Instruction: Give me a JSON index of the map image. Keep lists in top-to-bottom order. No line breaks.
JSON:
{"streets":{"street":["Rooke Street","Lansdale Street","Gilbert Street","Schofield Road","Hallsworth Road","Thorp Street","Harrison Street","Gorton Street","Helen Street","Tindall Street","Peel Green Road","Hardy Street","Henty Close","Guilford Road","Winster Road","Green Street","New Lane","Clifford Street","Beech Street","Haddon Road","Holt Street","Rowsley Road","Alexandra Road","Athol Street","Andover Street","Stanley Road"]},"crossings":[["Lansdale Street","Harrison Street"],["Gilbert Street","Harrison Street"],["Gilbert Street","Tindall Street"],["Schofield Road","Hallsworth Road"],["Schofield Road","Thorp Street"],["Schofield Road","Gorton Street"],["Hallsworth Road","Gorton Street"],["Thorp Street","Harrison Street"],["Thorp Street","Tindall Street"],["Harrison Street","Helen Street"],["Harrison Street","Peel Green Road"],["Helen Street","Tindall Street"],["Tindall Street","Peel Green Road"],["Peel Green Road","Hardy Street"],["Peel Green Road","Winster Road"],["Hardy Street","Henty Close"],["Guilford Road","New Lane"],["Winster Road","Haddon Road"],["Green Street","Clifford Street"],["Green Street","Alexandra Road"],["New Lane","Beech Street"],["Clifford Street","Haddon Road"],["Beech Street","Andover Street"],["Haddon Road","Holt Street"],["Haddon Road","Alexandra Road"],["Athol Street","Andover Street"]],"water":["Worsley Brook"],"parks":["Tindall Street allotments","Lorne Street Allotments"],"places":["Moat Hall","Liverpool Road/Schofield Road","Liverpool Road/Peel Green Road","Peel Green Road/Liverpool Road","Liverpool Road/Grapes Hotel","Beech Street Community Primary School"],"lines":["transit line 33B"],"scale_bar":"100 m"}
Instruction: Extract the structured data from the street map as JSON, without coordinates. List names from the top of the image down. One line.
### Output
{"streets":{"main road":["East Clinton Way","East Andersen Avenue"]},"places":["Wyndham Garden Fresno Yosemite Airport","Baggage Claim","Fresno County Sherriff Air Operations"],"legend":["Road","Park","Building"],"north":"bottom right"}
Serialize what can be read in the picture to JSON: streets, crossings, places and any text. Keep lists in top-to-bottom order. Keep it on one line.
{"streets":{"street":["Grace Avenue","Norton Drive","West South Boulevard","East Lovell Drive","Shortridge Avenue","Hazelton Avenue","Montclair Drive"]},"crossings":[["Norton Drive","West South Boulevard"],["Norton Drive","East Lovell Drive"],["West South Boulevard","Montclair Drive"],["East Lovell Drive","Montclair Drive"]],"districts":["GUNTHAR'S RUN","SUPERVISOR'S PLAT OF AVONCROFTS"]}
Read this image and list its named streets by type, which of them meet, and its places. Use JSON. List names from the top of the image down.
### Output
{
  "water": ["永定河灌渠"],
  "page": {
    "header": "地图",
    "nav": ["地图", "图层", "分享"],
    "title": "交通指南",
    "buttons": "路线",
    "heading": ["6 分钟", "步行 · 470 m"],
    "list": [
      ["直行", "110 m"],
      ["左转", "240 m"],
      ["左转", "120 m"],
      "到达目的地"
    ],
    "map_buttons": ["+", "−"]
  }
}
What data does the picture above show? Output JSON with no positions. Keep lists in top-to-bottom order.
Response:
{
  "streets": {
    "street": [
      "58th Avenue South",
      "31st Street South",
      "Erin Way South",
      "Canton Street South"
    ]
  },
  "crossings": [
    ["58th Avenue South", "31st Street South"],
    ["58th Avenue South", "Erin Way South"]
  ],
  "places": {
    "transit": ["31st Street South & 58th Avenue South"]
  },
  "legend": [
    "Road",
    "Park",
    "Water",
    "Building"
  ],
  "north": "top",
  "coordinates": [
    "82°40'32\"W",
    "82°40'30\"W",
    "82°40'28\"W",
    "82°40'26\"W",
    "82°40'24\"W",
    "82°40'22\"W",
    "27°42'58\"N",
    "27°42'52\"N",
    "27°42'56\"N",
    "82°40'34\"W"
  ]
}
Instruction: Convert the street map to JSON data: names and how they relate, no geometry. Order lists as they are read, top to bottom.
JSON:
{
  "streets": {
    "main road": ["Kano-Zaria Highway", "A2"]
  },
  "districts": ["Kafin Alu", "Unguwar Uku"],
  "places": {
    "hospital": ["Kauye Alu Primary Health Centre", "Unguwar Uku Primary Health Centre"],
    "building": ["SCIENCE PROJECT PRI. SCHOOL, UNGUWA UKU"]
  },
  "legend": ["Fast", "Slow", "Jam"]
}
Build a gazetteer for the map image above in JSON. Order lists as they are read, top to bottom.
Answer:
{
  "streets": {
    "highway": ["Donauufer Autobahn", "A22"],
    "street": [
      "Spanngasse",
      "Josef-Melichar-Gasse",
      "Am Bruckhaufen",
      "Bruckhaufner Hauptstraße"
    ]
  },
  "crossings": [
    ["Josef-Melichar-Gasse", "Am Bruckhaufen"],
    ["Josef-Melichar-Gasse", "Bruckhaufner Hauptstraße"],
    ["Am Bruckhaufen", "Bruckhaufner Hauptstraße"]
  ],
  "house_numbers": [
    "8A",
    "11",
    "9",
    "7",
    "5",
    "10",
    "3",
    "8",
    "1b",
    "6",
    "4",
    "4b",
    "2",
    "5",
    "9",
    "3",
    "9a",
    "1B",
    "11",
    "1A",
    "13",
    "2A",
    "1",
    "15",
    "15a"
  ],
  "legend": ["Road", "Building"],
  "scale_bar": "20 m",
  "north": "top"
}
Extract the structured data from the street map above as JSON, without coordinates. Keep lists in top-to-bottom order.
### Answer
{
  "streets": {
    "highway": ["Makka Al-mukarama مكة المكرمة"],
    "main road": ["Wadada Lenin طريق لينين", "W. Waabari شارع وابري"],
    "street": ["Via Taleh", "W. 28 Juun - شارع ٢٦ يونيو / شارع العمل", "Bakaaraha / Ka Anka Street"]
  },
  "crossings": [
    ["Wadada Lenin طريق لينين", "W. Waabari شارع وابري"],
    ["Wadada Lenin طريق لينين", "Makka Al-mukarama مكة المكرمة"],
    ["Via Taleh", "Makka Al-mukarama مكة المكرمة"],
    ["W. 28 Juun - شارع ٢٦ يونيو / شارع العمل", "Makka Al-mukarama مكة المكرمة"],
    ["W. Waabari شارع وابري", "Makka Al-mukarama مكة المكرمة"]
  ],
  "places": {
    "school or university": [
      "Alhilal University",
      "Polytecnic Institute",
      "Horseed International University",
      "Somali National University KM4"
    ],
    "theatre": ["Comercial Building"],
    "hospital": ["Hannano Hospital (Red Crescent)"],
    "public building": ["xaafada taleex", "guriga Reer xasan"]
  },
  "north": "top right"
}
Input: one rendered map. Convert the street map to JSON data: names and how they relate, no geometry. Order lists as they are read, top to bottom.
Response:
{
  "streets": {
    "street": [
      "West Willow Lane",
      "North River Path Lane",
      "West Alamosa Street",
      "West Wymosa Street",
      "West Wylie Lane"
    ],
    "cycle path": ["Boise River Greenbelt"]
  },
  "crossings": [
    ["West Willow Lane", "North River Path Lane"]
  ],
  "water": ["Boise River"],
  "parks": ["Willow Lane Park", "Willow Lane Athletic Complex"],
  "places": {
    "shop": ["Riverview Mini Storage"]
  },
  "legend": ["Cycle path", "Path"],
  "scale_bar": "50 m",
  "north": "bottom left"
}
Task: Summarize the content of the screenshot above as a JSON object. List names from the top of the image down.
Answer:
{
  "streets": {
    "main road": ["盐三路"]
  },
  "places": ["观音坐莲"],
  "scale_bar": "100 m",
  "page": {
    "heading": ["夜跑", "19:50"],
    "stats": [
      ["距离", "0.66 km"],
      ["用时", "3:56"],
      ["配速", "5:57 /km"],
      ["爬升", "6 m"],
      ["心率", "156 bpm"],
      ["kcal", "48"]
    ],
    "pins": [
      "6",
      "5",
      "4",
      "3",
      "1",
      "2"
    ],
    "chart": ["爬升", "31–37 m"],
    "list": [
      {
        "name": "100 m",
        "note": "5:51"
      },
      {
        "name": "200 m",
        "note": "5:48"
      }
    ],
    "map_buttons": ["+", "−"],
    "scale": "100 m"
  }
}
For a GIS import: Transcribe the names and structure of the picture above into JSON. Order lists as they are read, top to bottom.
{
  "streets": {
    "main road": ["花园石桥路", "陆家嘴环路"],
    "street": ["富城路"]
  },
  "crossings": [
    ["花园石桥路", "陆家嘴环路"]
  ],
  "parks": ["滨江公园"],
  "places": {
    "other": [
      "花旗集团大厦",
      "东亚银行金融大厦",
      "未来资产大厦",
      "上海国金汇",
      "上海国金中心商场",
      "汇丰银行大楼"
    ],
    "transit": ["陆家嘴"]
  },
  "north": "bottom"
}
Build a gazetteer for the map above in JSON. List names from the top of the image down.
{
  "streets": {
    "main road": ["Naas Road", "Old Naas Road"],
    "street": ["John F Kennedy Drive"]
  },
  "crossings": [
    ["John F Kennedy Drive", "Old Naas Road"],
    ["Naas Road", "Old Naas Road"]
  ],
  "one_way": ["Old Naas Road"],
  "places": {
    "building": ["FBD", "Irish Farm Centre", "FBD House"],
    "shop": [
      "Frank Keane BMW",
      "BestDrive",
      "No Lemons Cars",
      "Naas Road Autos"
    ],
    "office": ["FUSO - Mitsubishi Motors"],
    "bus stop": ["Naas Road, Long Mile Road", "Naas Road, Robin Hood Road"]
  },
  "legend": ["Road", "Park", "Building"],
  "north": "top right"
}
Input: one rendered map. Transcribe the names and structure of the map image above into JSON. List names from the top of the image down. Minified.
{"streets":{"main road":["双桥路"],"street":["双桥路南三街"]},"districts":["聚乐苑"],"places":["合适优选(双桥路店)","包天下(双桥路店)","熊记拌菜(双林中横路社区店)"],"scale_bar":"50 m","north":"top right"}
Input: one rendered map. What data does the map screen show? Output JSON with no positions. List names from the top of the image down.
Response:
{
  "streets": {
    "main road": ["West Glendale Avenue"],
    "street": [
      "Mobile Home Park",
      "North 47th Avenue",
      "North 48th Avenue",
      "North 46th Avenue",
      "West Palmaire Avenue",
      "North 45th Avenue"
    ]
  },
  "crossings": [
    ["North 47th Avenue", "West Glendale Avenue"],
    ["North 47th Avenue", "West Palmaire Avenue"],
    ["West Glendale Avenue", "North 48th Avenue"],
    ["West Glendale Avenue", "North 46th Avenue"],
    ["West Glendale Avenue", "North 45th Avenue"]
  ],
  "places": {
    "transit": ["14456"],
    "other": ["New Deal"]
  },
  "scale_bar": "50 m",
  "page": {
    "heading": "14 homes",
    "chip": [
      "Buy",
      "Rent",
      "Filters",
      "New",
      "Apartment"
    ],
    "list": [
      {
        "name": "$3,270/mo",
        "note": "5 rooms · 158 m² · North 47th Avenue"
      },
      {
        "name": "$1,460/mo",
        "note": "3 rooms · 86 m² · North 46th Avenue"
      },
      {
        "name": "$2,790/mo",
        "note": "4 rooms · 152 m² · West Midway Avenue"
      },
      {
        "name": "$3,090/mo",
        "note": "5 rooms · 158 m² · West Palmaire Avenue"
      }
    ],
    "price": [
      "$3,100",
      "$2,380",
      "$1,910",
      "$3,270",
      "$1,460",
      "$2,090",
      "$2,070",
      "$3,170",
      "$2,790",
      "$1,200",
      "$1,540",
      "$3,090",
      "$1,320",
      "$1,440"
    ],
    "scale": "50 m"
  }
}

Try it: Starting at the line above that contains "Extract the structured data from the street map above", repeat each line exactly up to and including the line that contains "Input: one rendered map. Convert", and stop there.

Response to the exercise:
Extract the structured data from the street map above as JSON, without coordinates. Keep lists in top-to-bottom order.
### Answer
{
  "streets": {
    "highway": ["Makka Al-mukarama مكة المكرمة"],
    "main road": ["Wadada Lenin طريق لينين", "W. Waabari شارع وابري"],
    "street": ["Via Taleh", "W. 28 Juun - شارع ٢٦ يونيو / شارع العمل", "Bakaaraha / Ka Anka Street"]
  },
  "crossings": [
    ["Wadada Lenin طريق لينين", "W. Waabari شارع وابري"],
    ["Wadada Lenin طريق لينين", "Makka Al-mukarama مكة المكرمة"],
    ["Via Taleh", "Makka Al-mukarama مكة المكرمة"],
    ["W. 28 Juun - شارع ٢٦ يونيو / شارع العمل", "Makka Al-mukarama مكة المكرمة"],
    ["W. Waabari شارع وابري", "Makka Al-mukarama مكة المكرمة"]
  ],
  "places": {
    "school or university": [
      "Alhilal University",
      "Polytecnic Institute",
      "Horseed International University",
      "Somali National University KM4"
    ],
    "theatre": ["Comercial Building"],
    "hospital": ["Hannano Hospital (Red Crescent)"],
    "public building": ["xaafada taleex", "guriga Reer xasan"]
  },
  "north": "top right"
}
Input: one rendered map. Convert the street map to JSON data: names and how they relate, no geometry. Order lists as they are read, top to bottom.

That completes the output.